Ismail’s vision for UNIVISER has always transcended just Sri Lanka. “I would say if you’re running a tech company in Sri Lanka, it has to be a global product that you’re building while using Sri Lanka as a springboard,” Ismail shared, “because our market is very small. Successful tech entrepreneurs need to start experimenting and getting processes in place for foreign expansion. I had always wanted to build a product I could sell overseas because at the back of my mind I know that while many companies focus only on Sri Lanka, Sri Lanka can only give you that initial growth. To get bigger you need global scalability.”

What does it take to be an entrepreneur who can take their company global? A little bit of everything: “Being a tech entrepreneur is surprisingly challenging.
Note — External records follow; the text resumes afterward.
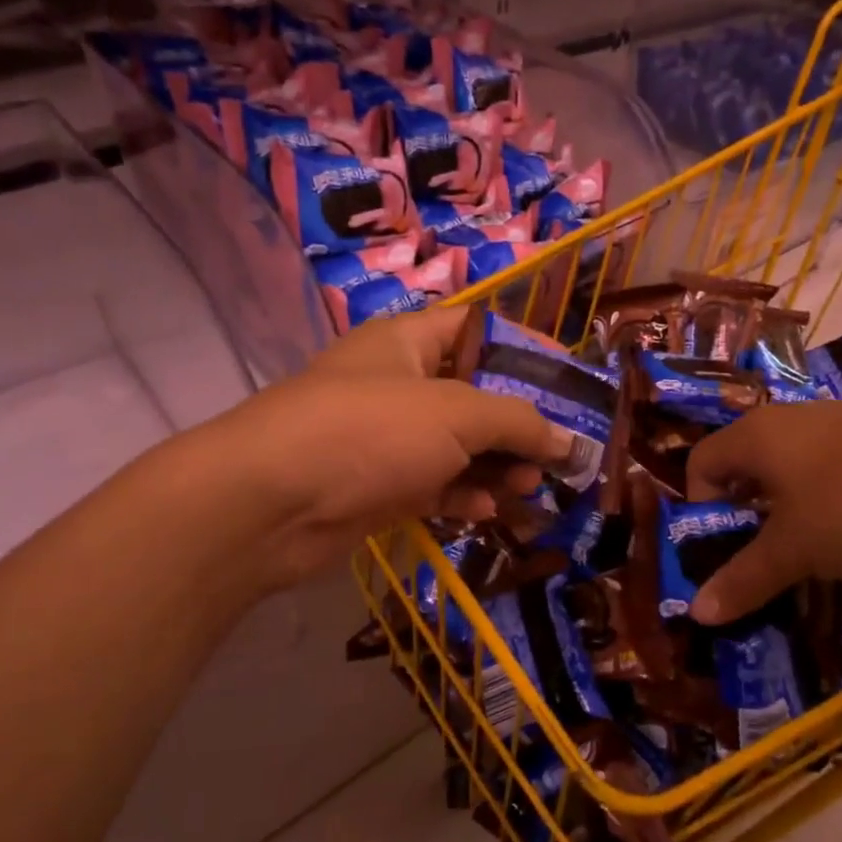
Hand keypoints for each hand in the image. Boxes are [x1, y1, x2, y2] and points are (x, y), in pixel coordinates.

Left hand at [209, 308, 573, 585]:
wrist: (271, 504)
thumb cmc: (370, 432)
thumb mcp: (456, 414)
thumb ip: (518, 421)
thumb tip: (566, 440)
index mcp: (408, 342)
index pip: (478, 330)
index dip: (527, 350)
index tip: (570, 381)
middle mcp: (397, 383)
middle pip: (473, 395)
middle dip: (517, 423)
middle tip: (556, 453)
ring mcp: (384, 438)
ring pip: (455, 446)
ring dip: (495, 466)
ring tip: (528, 487)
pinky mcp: (376, 486)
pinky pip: (432, 485)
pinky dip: (460, 495)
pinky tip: (485, 511)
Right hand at [683, 400, 841, 624]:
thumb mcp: (796, 551)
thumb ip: (744, 579)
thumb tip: (696, 613)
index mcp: (755, 436)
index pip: (700, 462)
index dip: (700, 507)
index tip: (726, 547)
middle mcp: (790, 418)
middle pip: (745, 463)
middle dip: (747, 512)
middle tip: (766, 554)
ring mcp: (841, 419)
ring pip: (793, 464)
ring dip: (791, 506)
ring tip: (817, 546)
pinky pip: (835, 463)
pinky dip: (832, 495)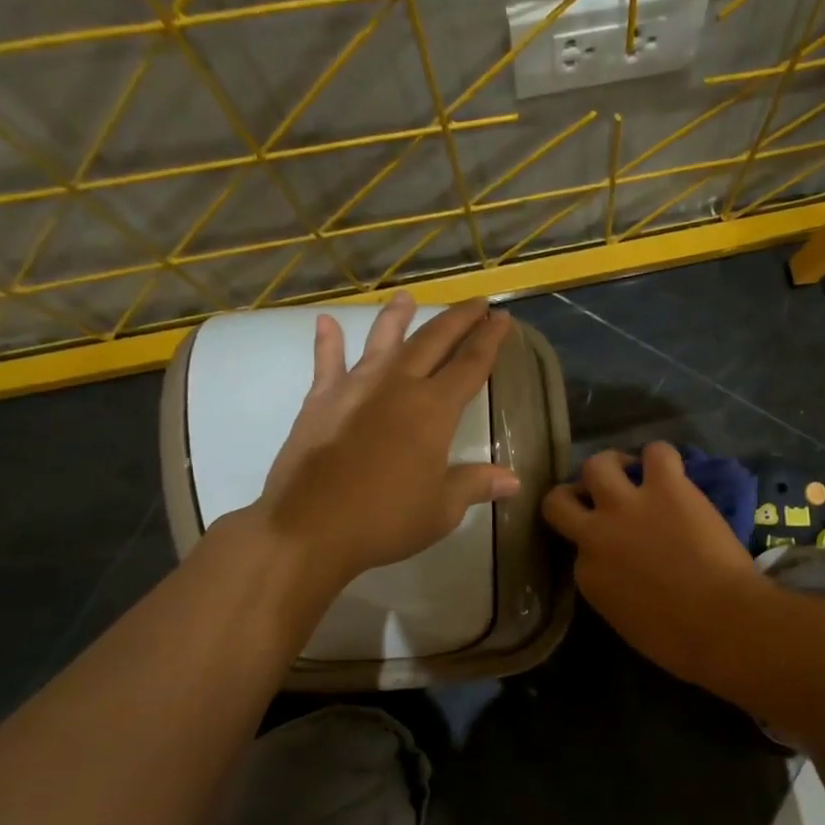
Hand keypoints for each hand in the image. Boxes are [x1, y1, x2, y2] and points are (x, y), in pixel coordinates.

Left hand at [248, 293, 518, 588]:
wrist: (310, 527)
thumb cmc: (386, 519)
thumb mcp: (442, 509)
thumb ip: (476, 484)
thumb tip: (513, 480)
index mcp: (433, 410)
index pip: (470, 365)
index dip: (489, 340)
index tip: (503, 319)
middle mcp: (397, 386)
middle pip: (433, 341)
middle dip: (458, 320)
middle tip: (476, 302)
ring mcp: (355, 388)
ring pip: (382, 340)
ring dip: (397, 317)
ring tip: (407, 296)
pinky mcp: (320, 400)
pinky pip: (326, 363)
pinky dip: (328, 342)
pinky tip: (326, 322)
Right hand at [541, 442, 765, 678]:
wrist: (722, 623)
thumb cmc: (679, 641)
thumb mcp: (626, 621)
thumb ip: (612, 589)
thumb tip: (624, 573)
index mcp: (587, 576)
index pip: (578, 549)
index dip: (594, 544)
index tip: (613, 547)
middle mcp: (596, 535)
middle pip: (559, 500)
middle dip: (575, 496)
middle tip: (598, 497)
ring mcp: (628, 506)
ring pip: (597, 464)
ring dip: (612, 465)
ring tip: (631, 471)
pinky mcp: (666, 487)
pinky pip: (656, 452)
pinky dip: (661, 457)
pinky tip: (670, 469)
Two main things to realise are: while it is a tech company, tech only forms about 50% of the knowledge you need to run it, you also need many other forms of knowledge to run a company – finance, HR, legal, etc., but you just need to play to your strengths and get trusted people to help you with the knowledge you don’t have; and products don’t sell themselves at the early stage – this is where focusing too much on the tech side can result in an over-engineered product with no one to sell it to.” 

In essence, to take a tech startup global, you need a balance of skills – and this can in turn mean a balance of people. Ismail, for example, shared that his lack of foundation in tech meant that he was able to work with coders and developers and focus on his strengths – marketing UNIVISER. If it had been the other way round, with him being an expert coder, he may not have had the confidence to be able to sell in the global market. It’s a delicate mix of perfecting your product while also placing emphasis on going to market and market strategy. 

“A startup is a marathon,” Ismail said. “It’s like a buffet. You can’t eat everything. You need to pick and choose your battles, and this is what we did with UNIVISER. Our first goal was to achieve 10 Sri Lankan customers, then it was five foreign customers in the UAE, which we have now been able to achieve and grow. Our new goal is now in India where we have opened an office and started to grow month on month as the Indian market has massive potential.”